Required action:
The word "dead" occurs in some lines of the listing. Copy those lines.

Entries supplied:

-------

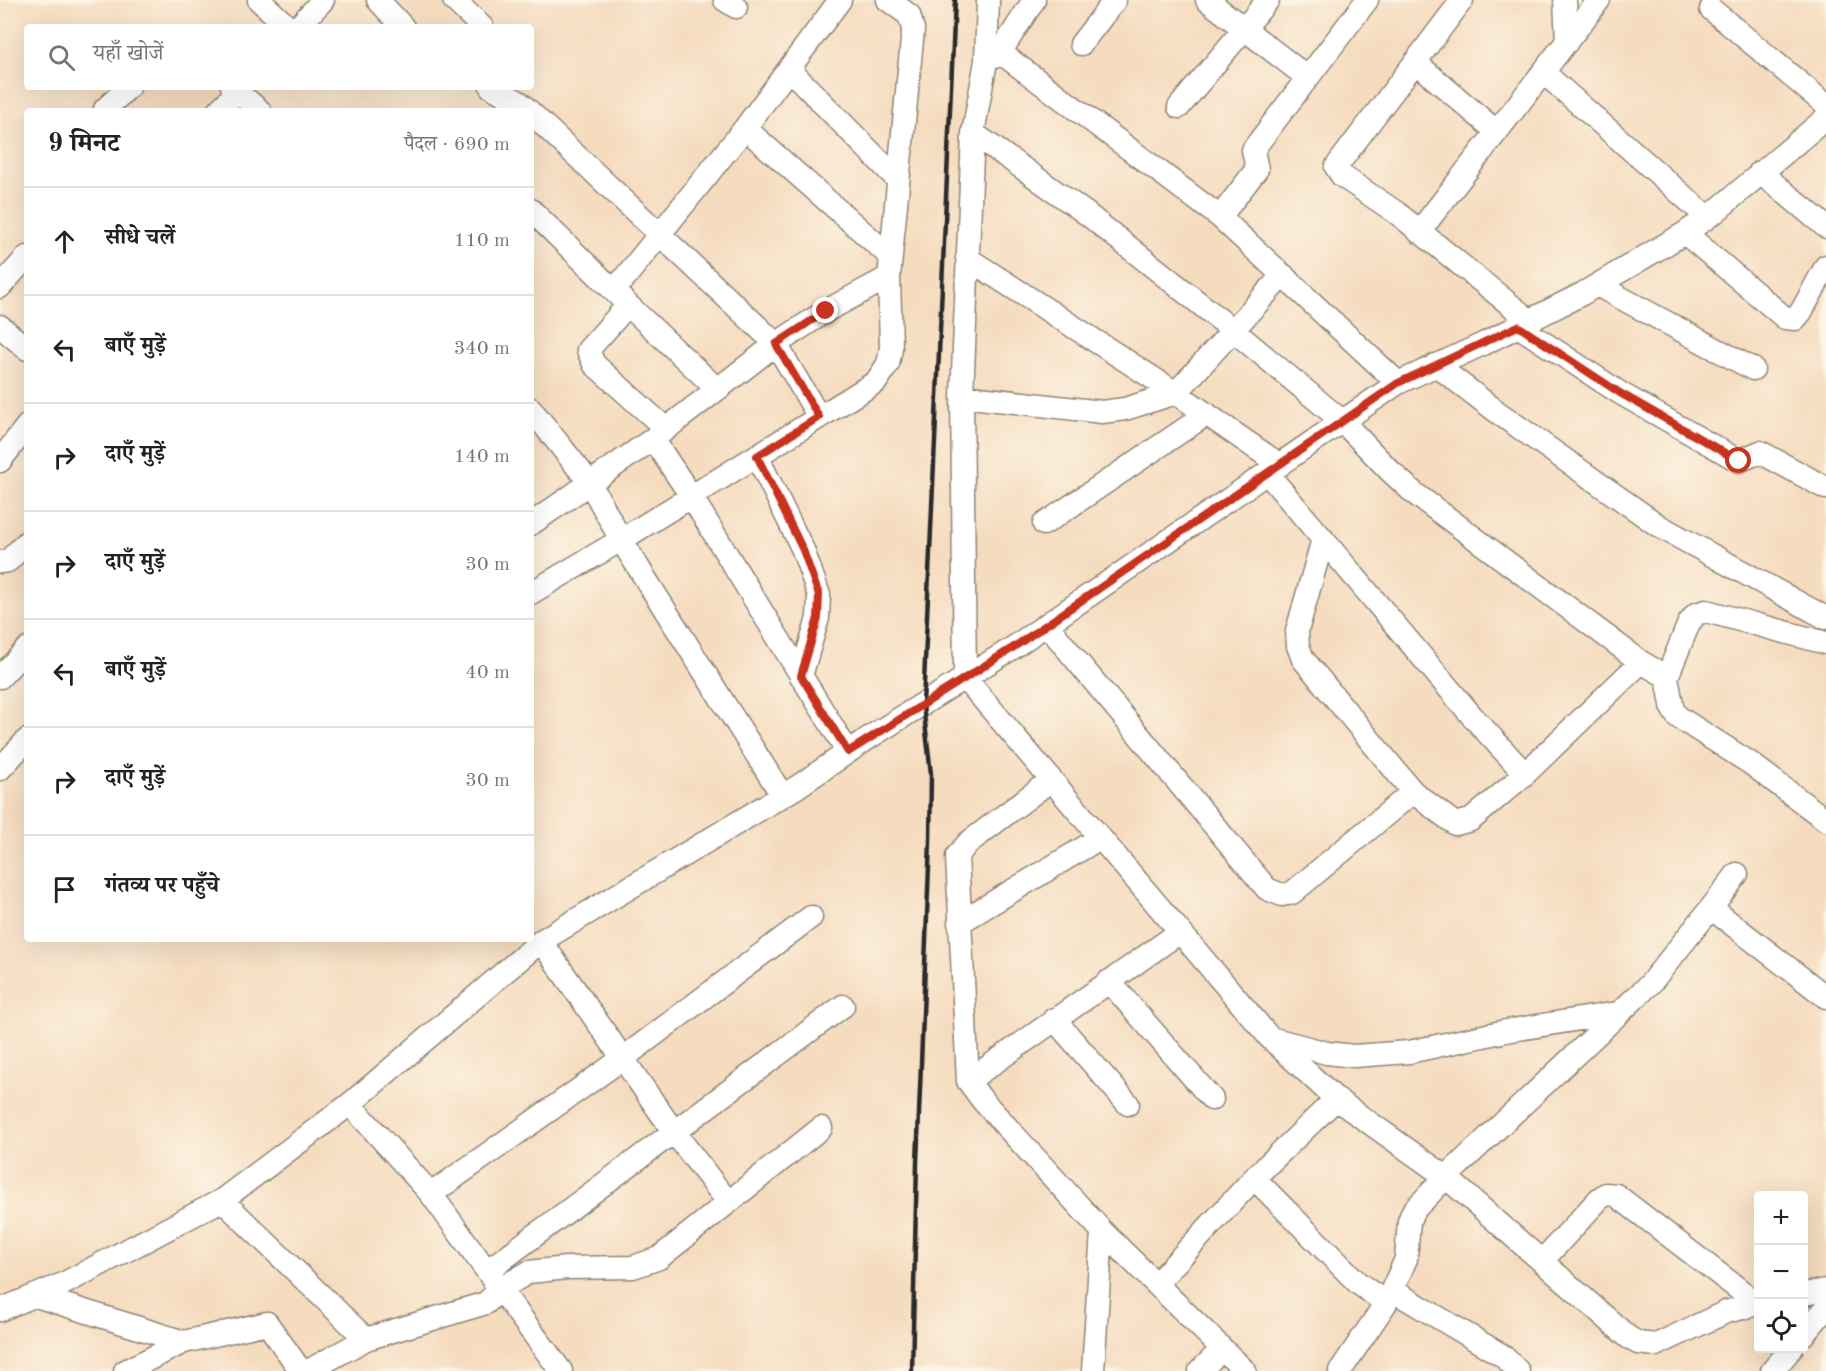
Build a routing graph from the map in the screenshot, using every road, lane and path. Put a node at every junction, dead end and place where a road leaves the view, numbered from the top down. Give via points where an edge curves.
1 (259, 0) edge
2 (323, 0) edge
3 (378, 0) edge
4 (454, 0) edge
5 (840, 0) edge
6 (988, 0) edge
7 (1034, 0) edge
8 (1115, 0) edge
9 (1207, 0) edge
10 (1268, 0) edge
11 (1367, 0) edge
12 (1462, 0) edge
13 (1565, 0) edge
14 (1599, 0) edge
15 (891, 1) edge
16 (1711, 9) dead end
17 (285, 24) edge
18 (301, 24) edge
19 (400, 24) edge
20 (479, 24) edge
21 (1246, 28) junction
22 (1566, 42) junction
23 (1080, 44) dead end
24 (995, 56) junction
25 (1415, 62) junction
26 (789, 69) junction
27 (1543, 72) junction
28 (1308, 78) junction
29 (126, 90) edge
30 (236, 90) edge
31 (238, 90) edge
32 (497, 90) edge
33 (1179, 107) dead end
34 (106, 108) edge
35 (221, 108) edge
36 (257, 108) edge
37 (526, 108) edge
38 (534, 116) edge
39 (1825, 117) edge
40 (745, 128) junction
41 (1497, 132) junction
42 (973, 133) junction
43 (1760, 172) junction
44 (898, 180) junction
45 (534, 213) edge
46 (1220, 217) junction
47 (1707, 217) junction
48 (1826, 227) edge
49 (1419, 231) junction
50 (1685, 233) junction
51 (660, 234) junction
52 (967, 258) junction
53 (24, 260) edge
54 (1826, 266) edge
55 (890, 267) junction
56 (1283, 275) junction
57 (1597, 285) junction
58 (0, 287) edge
59 (621, 298) junction
60 (1524, 323) junction
61 (1234, 331) junction
62 (776, 344) junction
63 (1436, 365) junction
64 (1753, 369) dead end
65 (1398, 383) junction
66 (717, 389) junction
67 (1176, 393) junction
68 (962, 396) junction
69 (534, 413) edge
70 (1207, 414) junction
71 (819, 417) junction
72 (1342, 421) junction
73 (24, 430) edge
74 (660, 434) junction
75 (757, 456) junction
76 (0, 461) edge
77 (1273, 469) junction
78 (590, 483) junction
79 (1826, 488) edge
80 (691, 496) junction
81 (534, 522) edge
82 (1044, 524) dead end
83 (1323, 539) junction
84 (621, 540) junction
85 (24, 545) edge
86 (0, 562) edge
87 (534, 591) edge
88 (1826, 618) edge
89 (1047, 625) junction
90 (1826, 643) edge
91 (24, 652) edge
92 (1641, 662) junction
93 (801, 676) junction
94 (0, 677) edge
95 (1667, 677) junction
96 (965, 678) junction
97 (24, 743) edge
98 (848, 752) junction
99 (0, 769) edge
100 (1525, 774) junction
101 (1051, 780) junction
102 (1413, 792) junction
103 (782, 795) junction
104 (1826, 820) edge
105 (1100, 838) junction
106 (1737, 874) dead end
107 (1711, 908) junction
108 (811, 917) dead end
109 (959, 923) junction
110 (1180, 932) junction
111 (541, 941) junction
112 (1109, 981) junction
113 (1826, 997) edge
114 (843, 1006) dead end
115 (1617, 1013) junction
116 (1054, 1019) junction
117 (1270, 1038) junction
118 (622, 1059) junction
119 (968, 1081) junction
120 (1212, 1099) dead end
121 (1336, 1099) junction
122 (350, 1104) junction
123 (1128, 1104) dead end
124 (821, 1128) dead end
125 (674, 1132) junction
126 (1446, 1177) junction
127 (1254, 1178) junction
128 (431, 1194) junction
129 (222, 1200) junction
130 (728, 1202) junction
131 (1102, 1231) junction
132 (1542, 1261) junction
133 (494, 1280) junction
134 (1156, 1284) junction
135 (1826, 1290) edge
136 (1808, 1293) edge
137 (36, 1296) junction
138 (1389, 1296) junction
139 (1754, 1301) edge
140 (1754, 1305) edge
141 (1826, 1308) edge
142 (0, 1310) edge
143 (1808, 1328) edge
144 (366, 1339) junction
145 (184, 1342) junction
146 (1222, 1349) junction
147 (1788, 1353) edge
148 (125, 1371) edge
149 (301, 1371) edge
150 (308, 1371) edge
151 (561, 1371) edge
152 (1093, 1371) edge
153 (1200, 1371) edge
154 (1245, 1371) edge
155 (1340, 1371) edge
156 (1518, 1371) edge
157 (1773, 1371) edge

1 - 17 street
2 - 18 street
3 - 19 street
4 - 20 street
5 - 26 street
6 - 24 street
7 - 24 street
8 - 23 street
9 - 21 street
10 - 21 street
11 - 28 street
12 - 25 street
13 - 22 street
14 - 22 street
15 - 44 street via 909,15 913,29
16 - 39 street
21 - 28 street
21 - 33 street
22 - 27 street
24 - 42 street
24 - 46 street via 1009,61
25 - 41 street
25 - 49 street via 1336,167 1342,176
26 - 40 street
26 - 44 street
27 - 41 street
27 - 47 street
28 - 46 street via 1253,150 1257,169
29 - 34 street
30 - 35 street
31 - 36 street
32 - 37 street
38 - 51 street
39 - 43 street
40 - 51 street
40 - 55 street
41 - 49 street
42 - 52 street
42 - 61 street via 1088,214
43 - 47 street
43 - 48 street
44 - 55 street
45 - 59 street
46 - 56 street
47 - 50 street
49 - 60 street
50 - 54 street via 1785,318 1795,319 1801,312
50 - 57 street
51 - 59 street
51 - 62 street
52 - 67 street
52 - 68 street
53 - 58 street
55 - 62 street
55 - 71 street via 888,364 876,382
56 - 61 street
56 - 65 street
57 - 60 street
57 - 64 street
59 - 66 street
59 - 74 street via 588,351 589,356
60 - 63 street
60 - 79 street via 1620,393 1739,461 1760,452
61 - 67 street
61 - 72 street
62 - 66 street
62 - 71 street
63 - 65 street
63 - 88 street via 1659,526
65 - 72 street
66 - 74 street
67 - 68 street via 1102,412
67 - 70 street
68 - 96 street
69 - 78 street
70 - 77 street
70 - 82 street
71 - 75 street
72 - 77 street
72 - 92 street via 1414,493
73 - 76 street
74 - 78 street
74 - 80 street
75 - 80 street
75 - 93 street via 803,550 819,595 818,618
77 - 83 street
77 - 89 street
78 - 81 street
78 - 84 street
80 - 84 street
80 - 93 street
83 - 100 street
83 - 102 street via 1297,631 1298,646 1303,659
84 - 87 street
84 - 103 street
85 - 86 street via 8,561
89 - 96 street
89 - 102 street via 1267,889 1282,895 1292,893
90 - 95 street via 1706,611 1696,614 1689,623
91 - 94 street
92 - 95 street
92 - 100 street
93 - 98 street
95 - 104 street via 1678,717 1750,763
96 - 98 street
96 - 101 street
97 - 99 street
98 - 103 street
100 - 102 street via 1471,820 1461,824 1455,824
101 - 105 street
101 - 109 street via 968,843 957,856
103 - 111 street
105 - 109 street
105 - 110 street
106 - 107 street
107 - 113 street
107 - 115 street via 1650,984
108 - 118 street
109 - 119 street
110 - 112 street
110 - 117 street
111 - 118 street
111 - 122 street
112 - 116 street
112 - 120 street
114 - 125 street
115 - 117 street via 1409,1052 1354,1056
115 - 126 street
116 - 119 street
116 - 123 street
117 - 121 street
118 - 125 street
118 - 128 street
119 - 131 street
121 - 126 street
121 - 127 street
122 - 128 street
122 - 129 street
124 - 130 street
125 - 130 street
125 - 133 street
126 - 132 street
126 - 138 street via 1413,1211 1406,1259
127 - 134 street
127 - 138 street via 1358,1283
128 - 133 street
129 - 137 street
129 - 144 street
130 - 133 street via 659,1258 645,1264 529,1272
131 - 134 street
131 - 152 street
132 - 139 street via 1599,1199 1606,1194 1616,1195
132 - 140 street via 1638,1343 1656,1345 1726,1312
133 - 144 street via 486,1303
133 - 151 street
134 - 146 street
135 - 136 street
137 - 142 street
137 - 145 street
138 - 155 street
138 - 156 street via 1503,1356
141 - 143 street
144 - 150 street
145 - 148 street
145 - 149 street via 267,1323
146 - 153 street
146 - 154 street
147 - 157 street

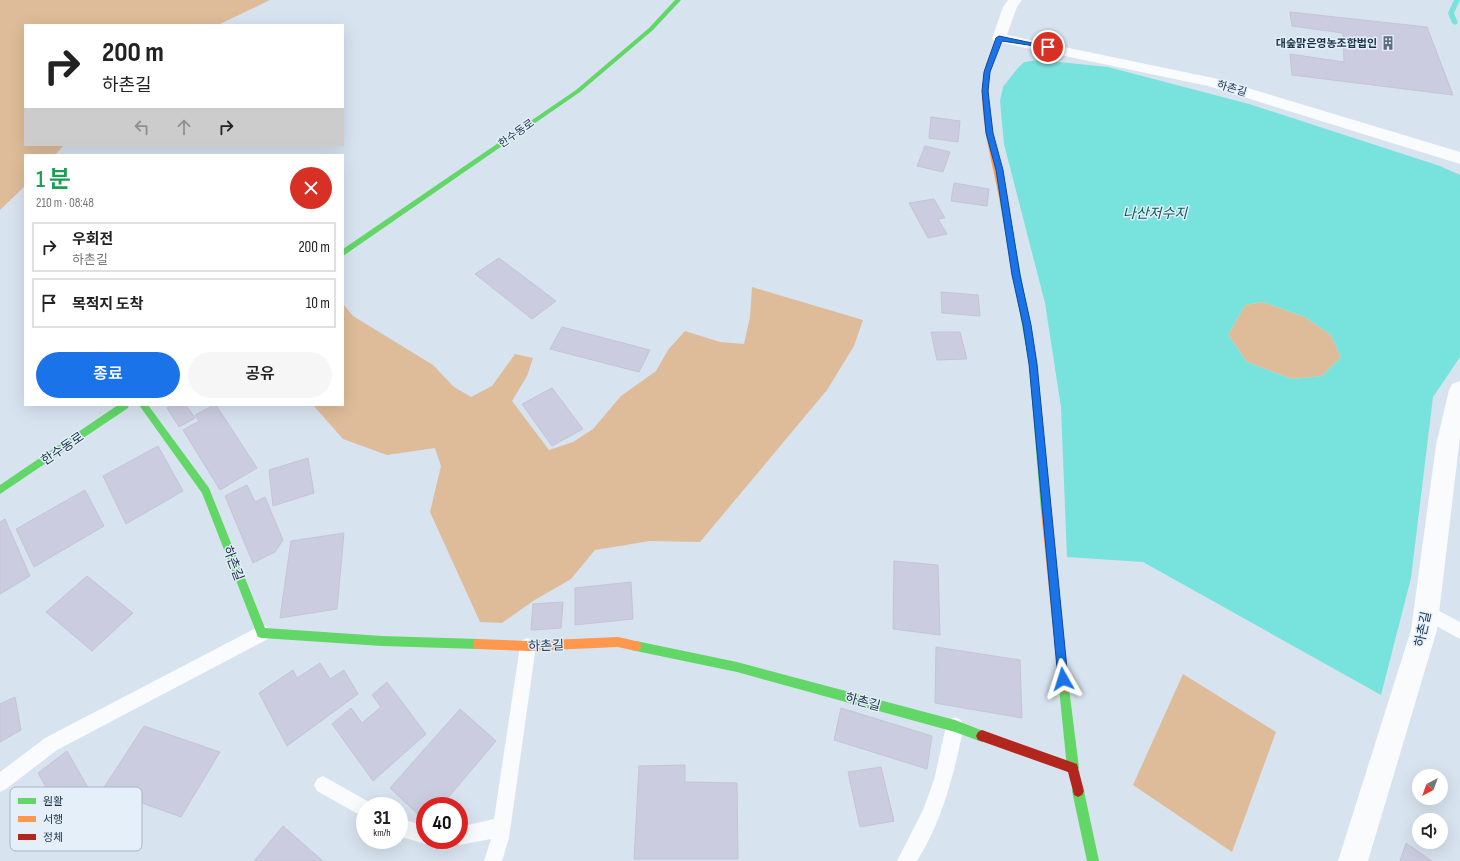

-------

Result of this task:
Build a routing graph from the map in the screenshot, using every road, lane and path. Put a node at every junction, dead end and place where a road leaves the view, numbered from the top down. Give via points where an edge curves.
16 (1711, 9) dead end
23 (1080, 44) dead end
33 (1179, 107) dead end
64 (1753, 369) dead end
82 (1044, 524) dead end
106 (1737, 874) dead end
108 (811, 917) dead end
114 (843, 1006) dead end
120 (1212, 1099) dead end
123 (1128, 1104) dead end
124 (821, 1128) dead end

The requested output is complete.